The 1960s and 1970s were a time of radical change in U.S. history. During these turbulent decades, Native Americans played a prominent role in the civil rights movement, fighting to achieve self-determination and tribal sovereignty. Yet they did not always agree on how to realize their goals. In 1971, a group of tribal leaders formed the National Tribal Chairmen's Association (NTCA) to advocate on behalf of reservation-based tribes and to counter the more radical approach of the Red Power movement. Voice of the Tribes is the first comprehensive history of the NTCA from its inception in 1971 to its 1986 disbandment.
Scholars of Native American history have focused considerable attention on Red Power activists and organizations, whose confrontational style of advocacy helped expose the need for Indian policy reform.
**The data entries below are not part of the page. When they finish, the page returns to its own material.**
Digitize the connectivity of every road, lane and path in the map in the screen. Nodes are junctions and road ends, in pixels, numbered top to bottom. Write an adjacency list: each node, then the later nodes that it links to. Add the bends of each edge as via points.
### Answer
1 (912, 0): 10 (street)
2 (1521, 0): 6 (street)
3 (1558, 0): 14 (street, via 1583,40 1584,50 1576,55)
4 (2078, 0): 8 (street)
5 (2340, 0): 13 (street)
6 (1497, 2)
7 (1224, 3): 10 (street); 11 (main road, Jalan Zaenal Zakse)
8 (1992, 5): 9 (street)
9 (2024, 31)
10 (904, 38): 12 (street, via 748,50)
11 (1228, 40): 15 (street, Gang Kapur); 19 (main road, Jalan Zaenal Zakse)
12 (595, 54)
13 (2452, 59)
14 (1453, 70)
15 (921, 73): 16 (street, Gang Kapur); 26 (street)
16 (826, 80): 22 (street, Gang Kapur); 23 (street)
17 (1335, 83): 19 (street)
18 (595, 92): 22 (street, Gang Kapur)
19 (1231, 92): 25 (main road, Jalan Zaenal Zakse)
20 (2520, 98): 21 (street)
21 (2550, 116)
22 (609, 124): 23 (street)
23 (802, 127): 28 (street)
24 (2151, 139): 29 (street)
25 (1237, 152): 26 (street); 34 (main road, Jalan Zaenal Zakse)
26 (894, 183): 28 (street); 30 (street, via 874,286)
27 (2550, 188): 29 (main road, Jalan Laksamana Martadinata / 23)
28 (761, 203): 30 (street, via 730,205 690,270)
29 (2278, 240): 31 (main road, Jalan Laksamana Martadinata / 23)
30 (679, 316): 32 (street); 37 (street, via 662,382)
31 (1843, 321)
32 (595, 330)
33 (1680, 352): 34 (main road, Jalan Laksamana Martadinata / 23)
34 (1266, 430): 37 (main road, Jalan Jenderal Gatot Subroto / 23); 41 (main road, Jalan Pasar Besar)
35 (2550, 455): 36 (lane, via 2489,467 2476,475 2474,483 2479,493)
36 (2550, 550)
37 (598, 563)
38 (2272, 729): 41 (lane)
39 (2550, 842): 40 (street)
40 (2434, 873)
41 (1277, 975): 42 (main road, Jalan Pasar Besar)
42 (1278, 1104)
Lost in the narrative, though, are the achievements of elected leaders who represented the nation's federally recognized tribes. In this book, historian Thomas A. Britten fills that void by demonstrating the important role that the NTCA, as the self-professed ""voice of the tribes,"" played in the evolution of federal Indian policy.
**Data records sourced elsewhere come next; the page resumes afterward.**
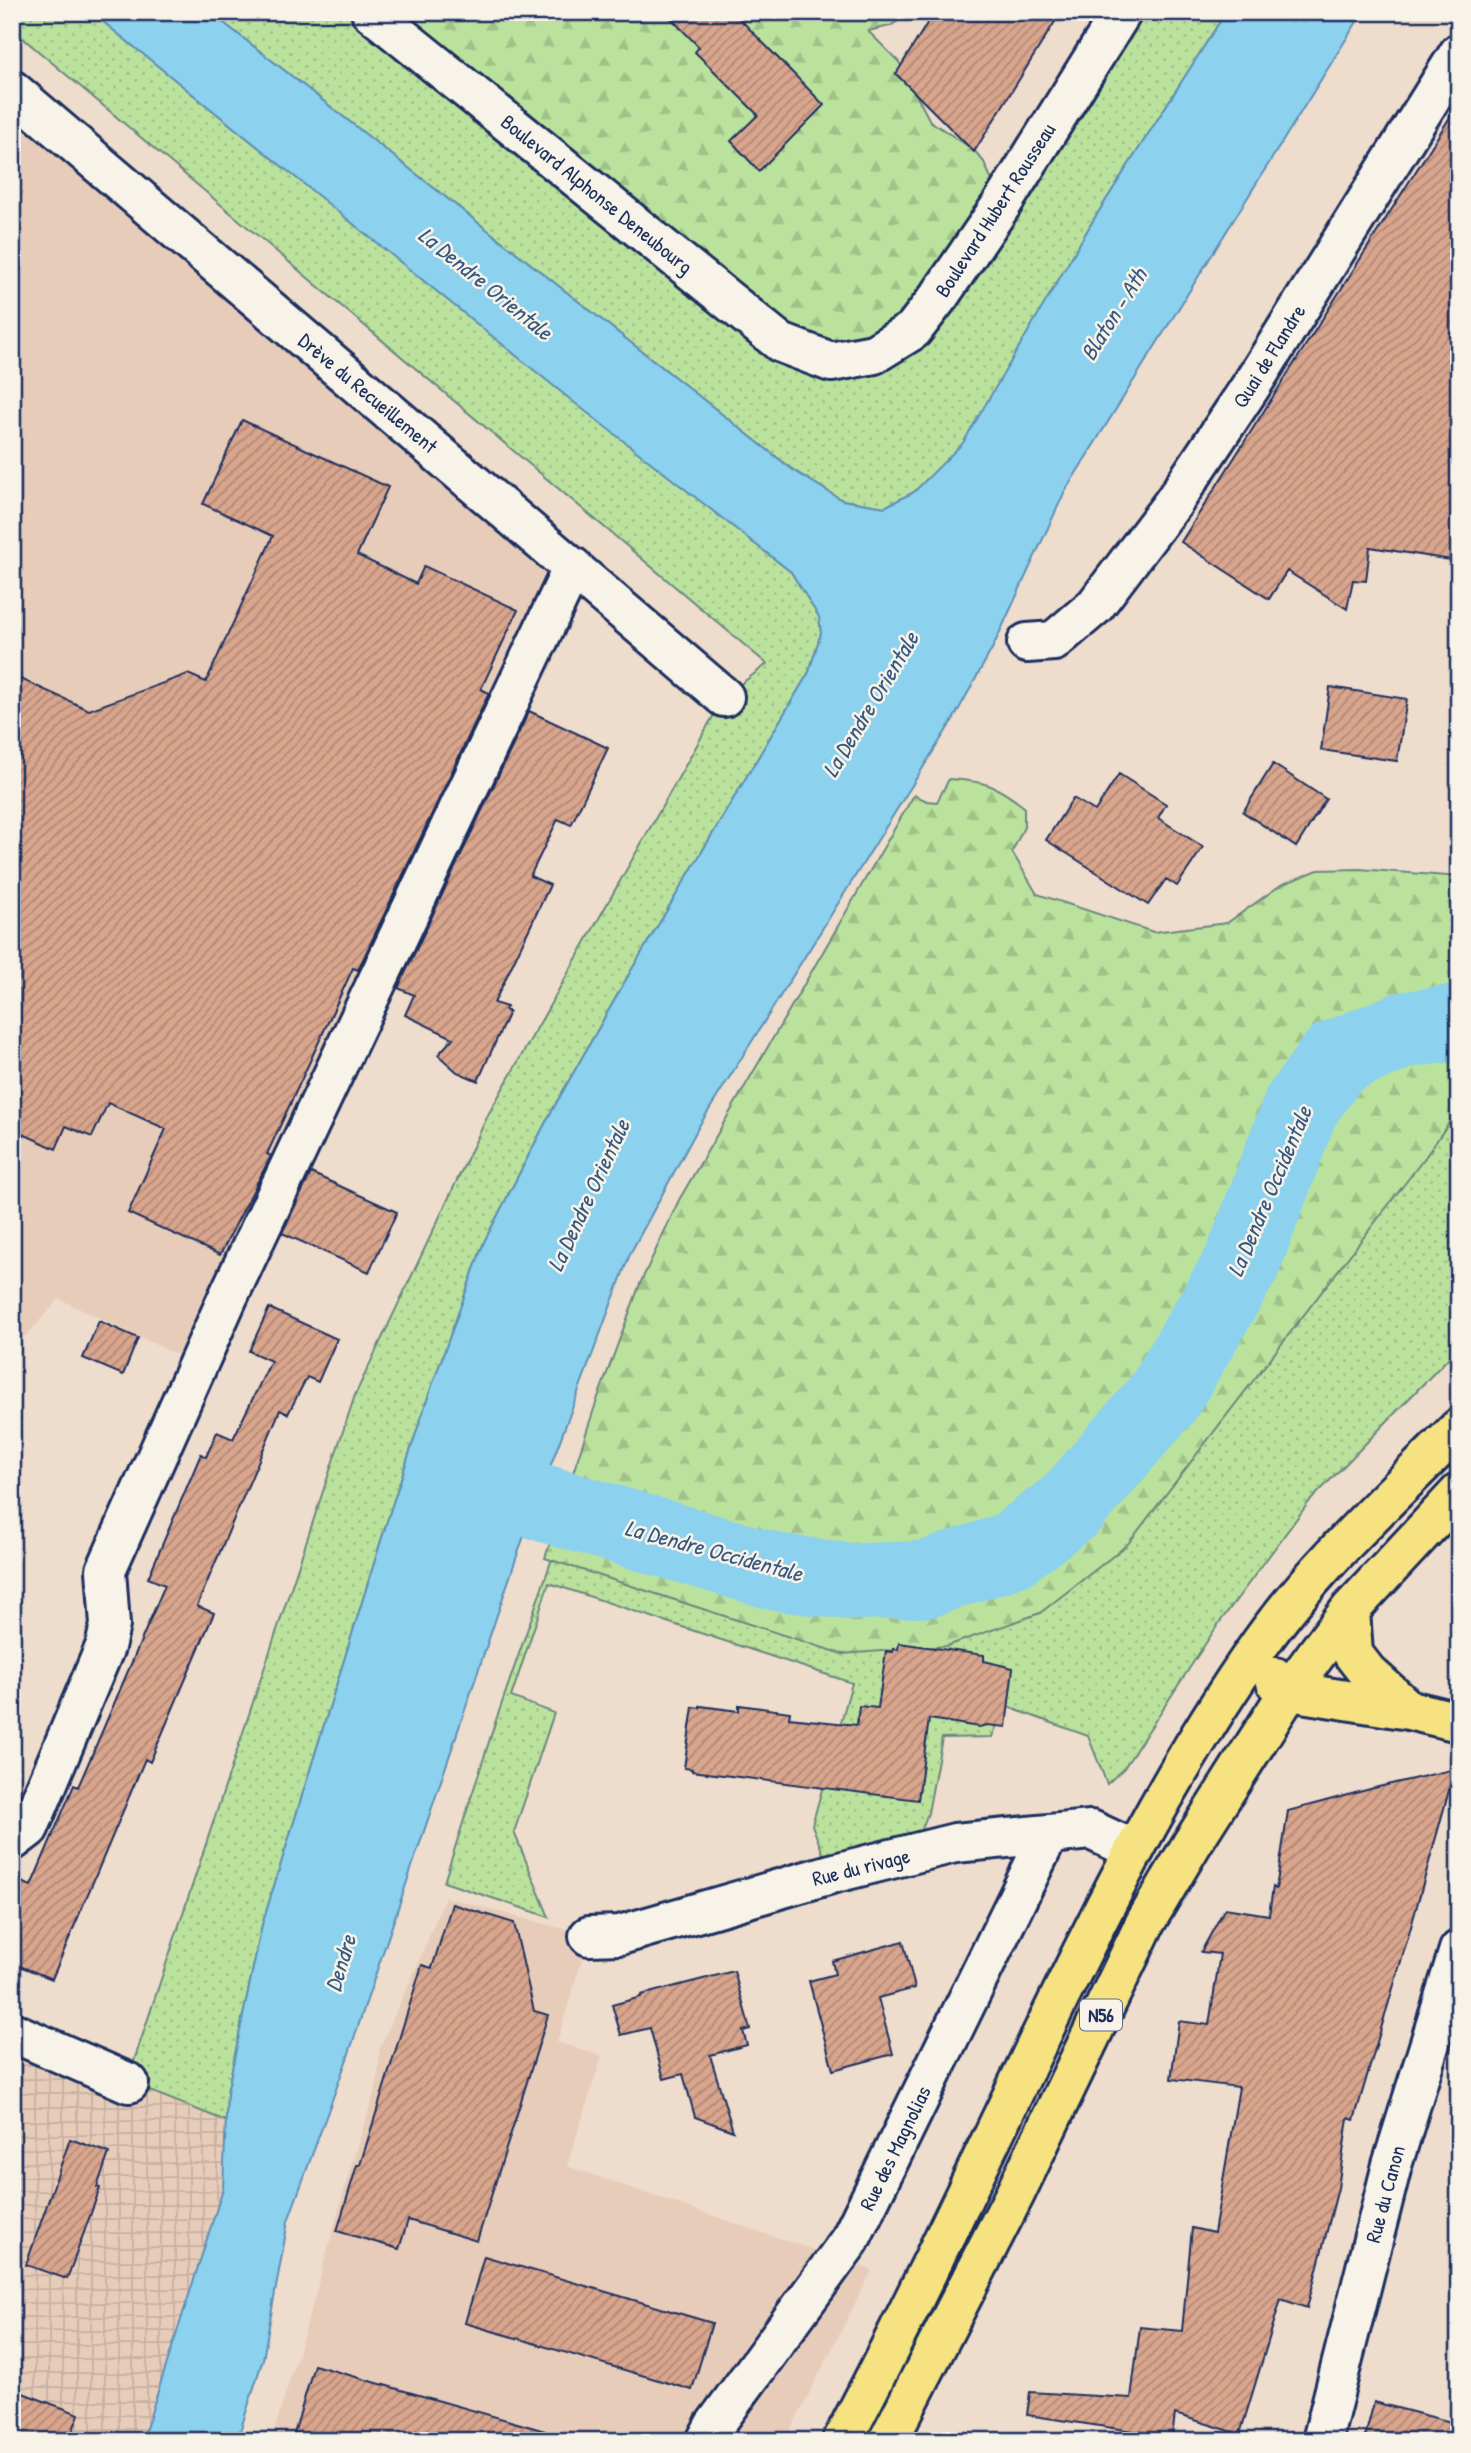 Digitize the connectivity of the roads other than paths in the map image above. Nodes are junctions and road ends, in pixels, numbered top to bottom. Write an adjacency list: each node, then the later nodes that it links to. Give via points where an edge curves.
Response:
1 (371, 12): 5 (street, Boulevard Alphonse Deneubourg, via 781,343)
2 (1122, 12): 5 (street, Boulevard Hubert Rousseau, via 1002,204 913,330 874,354)
3 (1459, 53): 7 (street, Quai de Flandre, via 1251,386 1172,503 1095,606)
4 (12, 90): 6 (street, Drève du Recueillement)
5 (831, 362)
6 (573, 567): 8 (street, Drève du Recueillement); 17 (street, via 154,1460 106,1570 110,1625 105,1647 29,1828)
7 (1041, 642)
8 (724, 697)
9 (1459, 1428): 10 (main road, N56)
10 (1418, 1470): 13 (main road, via 1286,1642 1274,1663 1276,1682); 18 (main road, N56, via 1321,1567 1261,1642 1204,1728)
11 (1459, 1493): 12 (main road, N56)
12 (1350, 1610): 13 (main road, N56); 14 (main road, via 1353,1654)
13 (1289, 1691): 14 (main road); 25 (main road, N56, via 1146,1923 1015,2194)
14 (1409, 1710): 15 (main road)
15 (1459, 1722)
16 (1049, 1834): 18 (street, Rue du rivage, via 1091,1830); 19 (street, Rue du rivage, via 955,1843 620,1935); 23 (street, Rue des Magnolias, via 850,2239)
17 (12, 1841)
18 (1134, 1850): 24 (main road, N56)
19 (589, 1936)
20 (1459, 1950): 26 (street, Rue du Canon, via 1392,2165)
21 (12, 2032): 22 (street)
22 (129, 2083)
23 (706, 2441)
24 (842, 2441)
25 (888, 2441)
26 (1322, 2441)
During the height of its influence, according to Britten, the NTCA helped implement new federal policies that advanced tribal sovereignty, protected Native lands and resources, and enabled direct negotiations between the United States and tribal governments. While doing so, NTCA chairs deliberately distanced themselves from such well-known groups as the American Indian Movement (AIM), branding them as illegitimate - that is, not ""real Indians"" - and viewing their tactics as harmful to meaningful reform.
Based on archival sources and extensive interviews with both prominent Indian leaders and federal officials of the period, Britten's account offers new insights into American Indian activism and intertribal politics during the height of the civil rights movement.